Your goal:
Below are some entries; set them all down exactly.

Information provided:
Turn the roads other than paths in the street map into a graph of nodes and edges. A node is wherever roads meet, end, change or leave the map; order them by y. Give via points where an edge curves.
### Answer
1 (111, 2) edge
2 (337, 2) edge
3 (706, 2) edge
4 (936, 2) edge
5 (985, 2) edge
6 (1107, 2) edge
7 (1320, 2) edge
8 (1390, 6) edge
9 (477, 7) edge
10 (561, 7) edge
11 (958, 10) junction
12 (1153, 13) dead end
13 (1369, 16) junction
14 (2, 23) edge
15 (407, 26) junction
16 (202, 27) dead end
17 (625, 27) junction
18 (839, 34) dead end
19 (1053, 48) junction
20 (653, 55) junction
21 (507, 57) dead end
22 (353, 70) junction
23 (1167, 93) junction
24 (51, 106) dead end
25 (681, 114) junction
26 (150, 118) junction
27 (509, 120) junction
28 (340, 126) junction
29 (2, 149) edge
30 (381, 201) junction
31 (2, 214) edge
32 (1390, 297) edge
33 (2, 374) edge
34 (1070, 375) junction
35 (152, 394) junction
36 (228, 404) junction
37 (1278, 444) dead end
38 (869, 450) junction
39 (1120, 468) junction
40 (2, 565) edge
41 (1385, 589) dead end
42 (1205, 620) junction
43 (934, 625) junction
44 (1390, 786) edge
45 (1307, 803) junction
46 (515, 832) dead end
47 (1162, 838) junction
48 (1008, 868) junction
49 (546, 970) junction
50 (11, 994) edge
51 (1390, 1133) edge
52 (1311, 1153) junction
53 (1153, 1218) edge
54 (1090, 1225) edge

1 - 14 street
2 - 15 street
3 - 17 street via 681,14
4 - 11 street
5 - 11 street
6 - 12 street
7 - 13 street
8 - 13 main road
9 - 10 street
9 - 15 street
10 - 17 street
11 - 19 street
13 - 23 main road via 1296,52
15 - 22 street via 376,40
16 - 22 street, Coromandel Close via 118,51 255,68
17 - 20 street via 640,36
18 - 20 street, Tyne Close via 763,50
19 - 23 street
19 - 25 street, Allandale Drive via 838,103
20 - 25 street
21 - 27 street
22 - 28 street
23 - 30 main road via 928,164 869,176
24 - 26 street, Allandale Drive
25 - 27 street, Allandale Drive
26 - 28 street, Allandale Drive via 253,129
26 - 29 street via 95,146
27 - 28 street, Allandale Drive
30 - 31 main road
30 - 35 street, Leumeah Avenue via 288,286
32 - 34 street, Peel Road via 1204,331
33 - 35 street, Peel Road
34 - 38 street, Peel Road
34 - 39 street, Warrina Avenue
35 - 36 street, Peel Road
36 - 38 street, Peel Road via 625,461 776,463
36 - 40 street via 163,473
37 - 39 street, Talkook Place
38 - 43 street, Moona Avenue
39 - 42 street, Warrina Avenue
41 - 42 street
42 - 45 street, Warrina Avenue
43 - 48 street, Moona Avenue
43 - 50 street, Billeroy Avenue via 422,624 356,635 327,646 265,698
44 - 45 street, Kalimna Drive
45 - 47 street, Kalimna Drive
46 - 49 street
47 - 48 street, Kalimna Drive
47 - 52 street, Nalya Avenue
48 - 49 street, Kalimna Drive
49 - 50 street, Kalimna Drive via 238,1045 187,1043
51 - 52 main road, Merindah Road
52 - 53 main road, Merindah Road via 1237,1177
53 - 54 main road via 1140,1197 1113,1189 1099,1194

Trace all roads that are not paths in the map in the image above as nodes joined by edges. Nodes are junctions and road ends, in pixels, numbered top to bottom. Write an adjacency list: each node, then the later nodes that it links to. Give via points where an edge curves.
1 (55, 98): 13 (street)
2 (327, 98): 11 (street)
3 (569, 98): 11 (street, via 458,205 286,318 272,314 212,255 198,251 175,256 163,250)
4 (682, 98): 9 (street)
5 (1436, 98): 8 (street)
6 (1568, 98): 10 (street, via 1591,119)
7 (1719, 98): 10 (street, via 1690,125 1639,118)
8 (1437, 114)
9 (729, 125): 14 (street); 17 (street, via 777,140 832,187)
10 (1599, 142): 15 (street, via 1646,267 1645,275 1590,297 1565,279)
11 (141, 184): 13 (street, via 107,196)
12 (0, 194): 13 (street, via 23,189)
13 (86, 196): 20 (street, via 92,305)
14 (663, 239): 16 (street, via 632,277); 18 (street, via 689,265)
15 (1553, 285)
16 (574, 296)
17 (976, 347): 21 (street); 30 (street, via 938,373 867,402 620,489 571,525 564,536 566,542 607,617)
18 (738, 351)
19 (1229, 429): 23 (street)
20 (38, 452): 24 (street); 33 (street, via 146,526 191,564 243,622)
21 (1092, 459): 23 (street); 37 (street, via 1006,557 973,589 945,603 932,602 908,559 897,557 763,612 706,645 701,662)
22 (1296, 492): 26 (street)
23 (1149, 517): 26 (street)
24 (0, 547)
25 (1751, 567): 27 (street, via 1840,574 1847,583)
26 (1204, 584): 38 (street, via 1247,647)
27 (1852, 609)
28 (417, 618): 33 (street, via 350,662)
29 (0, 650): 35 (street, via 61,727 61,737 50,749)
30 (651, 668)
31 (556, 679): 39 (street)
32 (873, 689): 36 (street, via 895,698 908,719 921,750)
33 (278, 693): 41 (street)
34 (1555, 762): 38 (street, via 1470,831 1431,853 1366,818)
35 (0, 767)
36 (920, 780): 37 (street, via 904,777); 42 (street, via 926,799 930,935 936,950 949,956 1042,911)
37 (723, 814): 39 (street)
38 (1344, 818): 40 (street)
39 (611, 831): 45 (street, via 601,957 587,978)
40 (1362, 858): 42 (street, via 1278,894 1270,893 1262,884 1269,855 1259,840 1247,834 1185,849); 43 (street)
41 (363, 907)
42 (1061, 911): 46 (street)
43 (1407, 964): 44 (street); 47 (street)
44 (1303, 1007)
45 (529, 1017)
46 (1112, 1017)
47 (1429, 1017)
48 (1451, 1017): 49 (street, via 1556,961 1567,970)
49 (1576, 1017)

Reply:
Turn the roads other than paths in the street map into a graph of nodes and edges. A node is wherever roads meet, end, change or leave the map; order them by y. Give via points where an edge curves.
### Answer
1 (111, 2) edge
2 (337, 2) edge
3 (706, 2) edge
4 (936, 2) edge
5 (985, 2) edge
6 (1107, 2) edge
7 (1320, 2) edge
8 (1390, 6) edge
9 (477, 7) edge
10 (561, 7) edge
11 (958, 10) junction
12 (1153, 13) dead end
13 (1369, 16) junction
14 (2, 23) edge
15 (407, 26) junction
16 (202, 27) dead end
17 (625, 27) junction
18 (839, 34) dead end
19 (1053, 48) junction
20 (653, 55) junction
21 (507, 57) dead end
22 (353, 70) junction
23 (1167, 93) junction
24 (51, 106) dead end
25 (681, 114) junction
26 (150, 118) junction
27 (509, 120) junction
28 (340, 126) junction
29 (2, 149) edge
30 (381, 201) junction
31 (2, 214) edge
32 (1390, 297) edge
33 (2, 374) edge
34 (1070, 375) junction
35 (152, 394) junction
36 (228, 404) junction
37 (1278, 444) dead end
38 (869, 450) junction
39 (1120, 468) junction
40 (2, 565) edge
41 (1385, 589) dead end
42 (1205, 620) junction
43 (934, 625) junction
44 (1390, 786) edge
45 (1307, 803) junction
46 (515, 832) dead end
47 (1162, 838) junction
48 (1008, 868) junction
49 (546, 970) junction
50 (11, 994) edge
51 (1390, 1133) edge
52 (1311, 1153) junction
53 (1153, 1218) edge
54 (1090, 1225) edge

1 - 14 street
2 - 15 street
3 - 17 street via 681,14
4 - 11 street
5 - 11 street
6 - 12 street
7 - 13 street
8 - 13 main road
9 - 10 street
9 - 15 street
10 - 17 street
11 - 19 street
13 - 23 main road via 1296,52
15 - 22 street via 376,40
16 - 22 street, Coromandel Close via 118,51 255,68
17 - 20 street via 640,36
18 - 20 street, Tyne Close via 763,50
19 - 23 street
19 - 25 street, Allandale Drive via 838,103
20 - 25 street
21 - 27 street
22 - 28 street
23 - 30 main road via 928,164 869,176
24 - 26 street, Allandale Drive
25 - 27 street, Allandale Drive
26 - 28 street, Allandale Drive via 253,129
26 - 29 street via 95,146
27 - 28 street, Allandale Drive
30 - 31 main road
30 - 35 street, Leumeah Avenue via 288,286
32 - 34 street, Peel Road via 1204,331
33 - 35 street, Peel Road
34 - 38 street, Peel Road
34 - 39 street, Warrina Avenue
35 - 36 street, Peel Road
36 - 38 street, Peel Road via 625,461 776,463
36 - 40 street via 163,473
37 - 39 street, Talkook Place
38 - 43 street, Moona Avenue
39 - 42 street, Warrina Avenue
41 - 42 street
42 - 45 street, Warrina Avenue
43 - 48 street, Moona Avenue
43 - 50 street, Billeroy Avenue via 422,624 356,635 327,646 265,698
44 - 45 street, Kalimna Drive
45 - 47 street, Kalimna Drive
46 - 49 street
47 - 48 street, Kalimna Drive
47 - 52 street, Nalya Avenue
48 - 49 street, Kalimna Drive
49 - 50 street, Kalimna Drive via 238,1045 187,1043
51 - 52 main road, Merindah Road
52 - 53 main road, Merindah Road via 1237,1177
53 - 54 main road via 1140,1197 1113,1189 1099,1194

Trace all roads that are not paths in the map in the image above as nodes joined by edges. Nodes are junctions and road ends, in pixels, numbered top to bottom. Write an adjacency list: each node, then the later nodes that it links to. Give via points where an edge curves.
1 (55, 98): 13 (street)
2 (327, 98): 11 (street)
3 (569, 98): 11 (street, via 458,205 286,318 272,314 212,255 198,251 175,256 163,250)
4 (682, 98): 9 (street)
5 (1436, 98): 8 (street)
6 (1568, 98): 10 (street, via 1591,119)
7 (1719, 98): 10 (street, via 1690,125 1639,118)
8 (1437, 114)
9 (729, 125): 14 (street); 17 (street, via 777,140 832,187)
10 (1599, 142): 15 (street, via 1646,267 1645,275 1590,297 1565,279)
11 (141, 184): 13 (street, via 107,196)
12 (0, 194): 13 (street, via 23,189)
13 (86, 196): 20 (street, via 92,305)
14 (663, 239): 16 (street, via 632,277); 18 (street, via 689,265)
15 (1553, 285)
16 (574, 296)
17 (976, 347): 21 (street); 30 (street, via 938,373 867,402 620,489 571,525 564,536 566,542 607,617)
18 (738, 351)
19 (1229, 429): 23 (street)
20 (38, 452): 24 (street); 33 (street, via 146,526 191,564 243,622)
21 (1092, 459): 23 (street); 37 (street, via 1006,557 973,589 945,603 932,602 908,559 897,557 763,612 706,645 701,662)
22 (1296, 492): 26 (street)
23 (1149, 517): 26 (street)
24 (0, 547)
25 (1751, 567): 27 (street, via 1840,574 1847,583)
26 (1204, 584): 38 (street, via 1247,647)
27 (1852, 609)
28 (417, 618): 33 (street, via 350,662)
29 (0, 650): 35 (street, via 61,727 61,737 50,749)
30 (651, 668)
31 (556, 679): 39 (street)
32 (873, 689): 36 (street, via 895,698 908,719 921,750)
33 (278, 693): 41 (street)
34 (1555, 762): 38 (street, via 1470,831 1431,853 1366,818)
35 (0, 767)
36 (920, 780): 37 (street, via 904,777); 42 (street, via 926,799 930,935 936,950 949,956 1042,911)
37 (723, 814): 39 (street)
38 (1344, 818): 40 (street)
39 (611, 831): 45 (street, via 601,957 587,978)
40 (1362, 858): 42 (street, via 1278,894 1270,893 1262,884 1269,855 1259,840 1247,834 1185,849); 43 (street)
41 (363, 907)
42 (1061, 911): 46 (street)
43 (1407, 964): 44 (street); 47 (street)
44 (1303, 1007)
45 (529, 1017)
46 (1112, 1017)
47 (1429, 1017)
48 (1451, 1017): 49 (street, via 1556,961 1567,970)
49 (1576, 1017)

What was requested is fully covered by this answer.